How was the research performed?
The study compared six sets of cancerous and normal tissue from patients with colon or breast cancer. The researchers scanned all of the DNA in each sample and looked for DNA rearrangement, repetition or deletions of DNA sequences They also checked whether DNA sequences had the correct ordering, orientation or spacing.
The researchers then amplified the levels of normal and tumour DNA in the blood in order to determine whether these tests were sensitive enough to detect the presence of rearranged tumour DNA in these samples. They found that in one patient they could use this technique to detect that not all of their tumour had been removed during surgery.
What is the theory behind this blood test?
This news story is based on research that has studied the genetic profile of patients with cancer in order to develop individualised blood tests that may help doctors to tailor patient’s cancer treatments.
One of the properties of tumours is that they can differ from normal tissue in the amount of different types of protein that they produce. They can also vary in their genes and the proteins that are produced on the surface of different tumours, even between patients with the same type of cancer. These genes and proteins may determine how effective a particular cancer treatment will be in destroying the cancer cells and preventing them from spreading.
The genetic changes in tumours can be small changes in the sequence of genes but are also though to include changes in large sections of DNA. In these large changes whole sections of DNA may be repeated, deleted or in the incorrect order.
Currently CT scans are used to visually detect the presence or absence of tumours after treatment. However, very small tumours may not be detectable by this method. As tumours release small quantities of their DNA into the bloodstream it may be possible to devise a blood test that will chemically measure the presence of abnormal DNA. Theoretically, measuring this tumour DNA in the blood may also make it possible to monitor whether a treatment has been effective in destroying fully destroying a tumour.
Will this research lead to personalised cancer care?

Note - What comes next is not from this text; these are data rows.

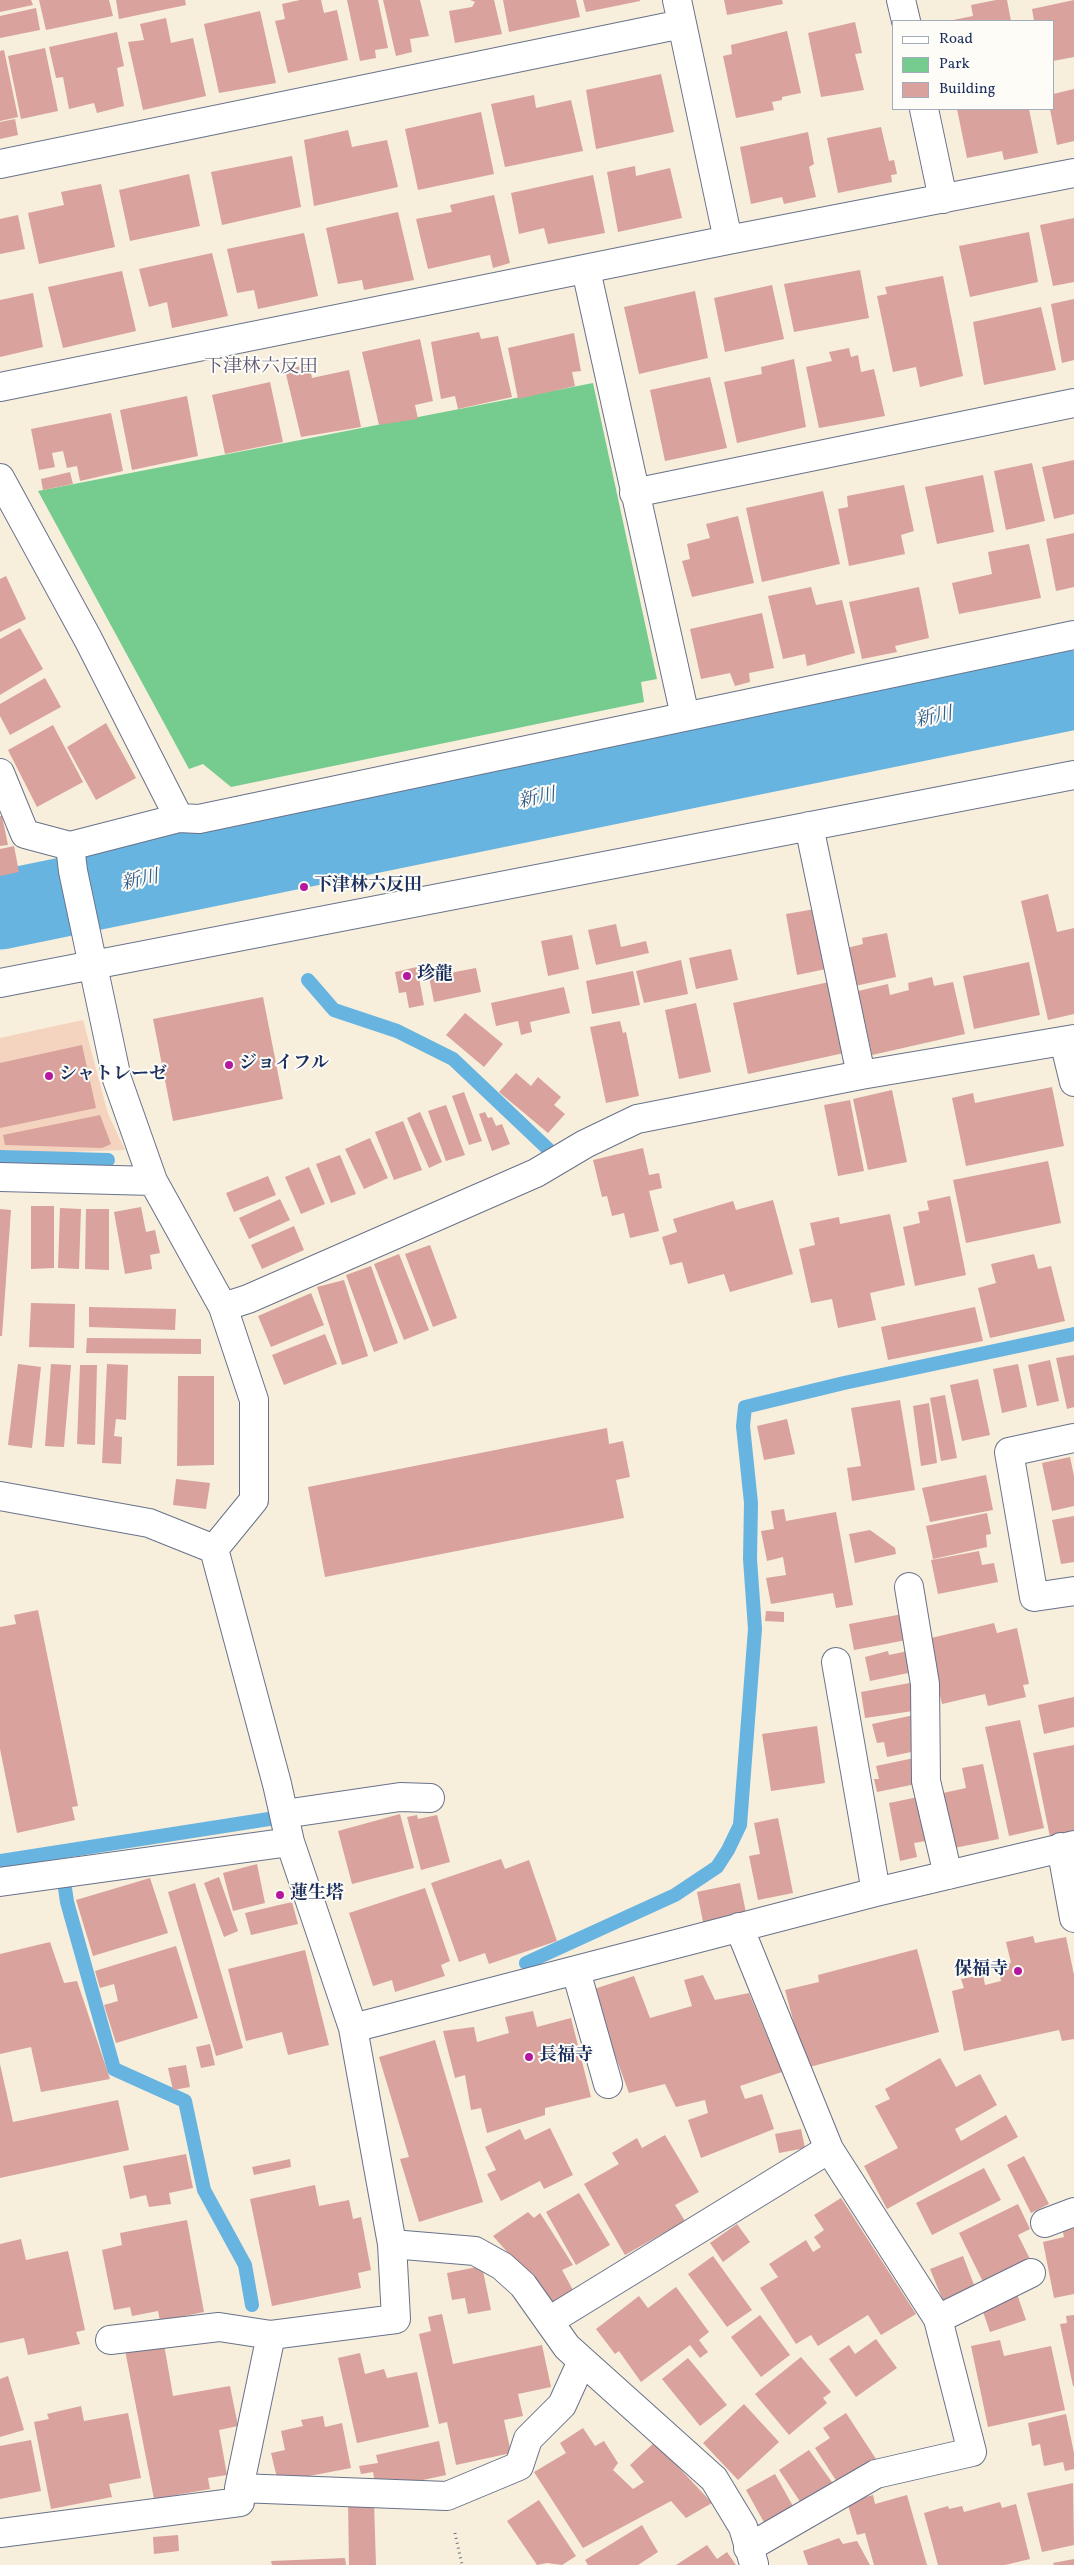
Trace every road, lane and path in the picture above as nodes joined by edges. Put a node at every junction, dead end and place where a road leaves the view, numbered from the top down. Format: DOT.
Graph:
graph roads {
  1 [pos="901,0"];
  2 [pos="680,12"];
  3 [pos="906,20"];
  4 [pos="924,110"];
  5 [pos="0,164"];
  6 [pos="1074,173"];
  7 [pos="943,199"];
  8 [pos="728,240"];
  9 [pos="586,270"];
  10 [pos="0,387"];
  11 [pos="1074,403"];
  12 [pos="0,478"];
  13 [pos="634,492"];
  14 [pos="1074,634"];
  15 [pos="685,716"];
  16 [pos="0,774"];
  17 [pos="1074,775"];
  18 [pos="179,818"];
  19 [pos="810,826"];
  20 [pos="71,858"];
  21 [pos="93,965"];
  22 [pos="0,983"];
  23 [pos="1069,1040"];
  24 [pos="861,1075"];
  25 [pos="1074,1082"];
  26 [pos="0,1177"];
  27 [pos="153,1181"];
  28 [pos="223,1307"];
  29 [pos="1074,1438"];
  30 [pos="0,1496"];
  31 [pos="214,1549"];
  32 [pos="910,1587"];
  33 [pos="1074,1591"];
  34 [pos="836,1662"];
  35 [pos="430,1798"];
  36 [pos="284,1814"];
  37 [pos="290,1842"];
  38 [pos="1068,1846"];
  39 [pos="948,1875"];
  40 [pos="0,1882"];
  41 [pos="876,1892"];
  42 [pos="1074,1918"];
  43 [pos="739,1928"];
  44 [pos="576,1970"];
  45 [pos="353,2028"];
  46 [pos="608,2084"];
  47 [pos="829,2149"];
  48 [pos="1074,2212"];
  49 [pos="1045,2222"];
  50 [pos="392,2244"];
  51 [pos="1031,2273"];
  52 [pos="938,2319"];
  53 [pos="550,2321"];
  54 [pos="271,2335"];
  55 [pos="110,2340"];
  56 [pos="582,2361"];
  57 [pos="239,2488"];
  58 [pos="0,2533"];
  59 [pos="751,2556"];
  1 -- 3 [label="street"];
  2 -- 5 [label="street"];
  2 -- 8 [label="street"];
  4 -- 7 [label="street"];
  6 -- 7 [label="street"];
  7 -- 8 [label="street"];
  8 -- 9 [label="street"];
  9 -- 10 [label="street"];
  9 -- 13 [label="street"];
  11 -- 13 [label="street"];
  12 -- 18 [label="street"];
  13 -- 15 [label="street"];
  14 -- 15 [label="street"];
  15 -- 18 [label="street"];
  16 -- 20 [label="street"];
  17 -- 19 [label="street"];
  18 -- 20 [label="street"];
  19 -- 21 [label="street"];
  19 -- 24 [label="street"];
  20 -- 21 [label="street"];
  21 -- 22 [label="street"];
  21 -- 27 [label="street"];
  23 -- 24 [label="street"];
  23 -- 25 [label="street"];
  24 -- 28 [label="street"];
  26 -- 27 [label="street"];
  27 -- 28 [label="street"];
  28 -- 31 [label="street"];
  29 -- 33 [label="street"];
  30 -- 31 [label="street"];
  31 -- 36 [label="street"];
  32 -- 39 [label="street"];
  34 -- 41 [label="street"];
  35 -- 36 [label="street"];
  36 -- 37 [label="street"];
  37 -- 40 [label="street"];
  37 -- 45 [label="street"];
  38 -- 39 [label="street"];
  38 -- 42 [label="street"];
  39 -- 41 [label="street"];
  41 -- 43 [label="street"];
  43 -- 44 [label="street"];
  43 -- 47 [label="street"];
  44 -- 45 [label="street"];
  44 -- 46 [label="street"];
  45 -- 50 [label="street"];
  47 -- 52 [label="street"];
  47 -- 53 [label="street"];
  48 -- 49 [label="street"];
  50 -- 53 [label="street"];
  50 -- 54 [label="street"];
  51 -- 52 [label="street"];
  52 -- 59 [label="street"];
  53 -- 56 [label="street"];
  54 -- 55 [label="street"];
  54 -- 57 [label="street"];
  56 -- 57 [label="street"];
  56 -- 59 [label="street"];
  57 -- 58 [label="street"];
}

It is already established that changes found in specific genes of tumours can govern how the tumour responds to different types of cancer treatment. This is preliminary research shows potential to use this property aid detection of the cancerous cells that may persist after treatment. However, the researchers would need to assess the technology in a larger number of patients with different types of tumours in order to how well the blood test can predict the presence or absence of a tumour. This would be especially true in smaller tumours that may be harder to detect or remove.
Another potential problem would be the cost of any tests developed from this research: the technology currently used to examine the patient’s genes is currently more expensive than CT scans, estimated to be in the region of $5,000 per patient.
Also, as preliminary research this technology does not appear to have assessed how strongly large DNA changes affect a tumour’s response to treatment. Therefore, it is too early to say that doctors are close to being able to provide made to measure cancer treatments based on the genetic make-up of an individual’s tumour. However this development may be an important early step in that direction.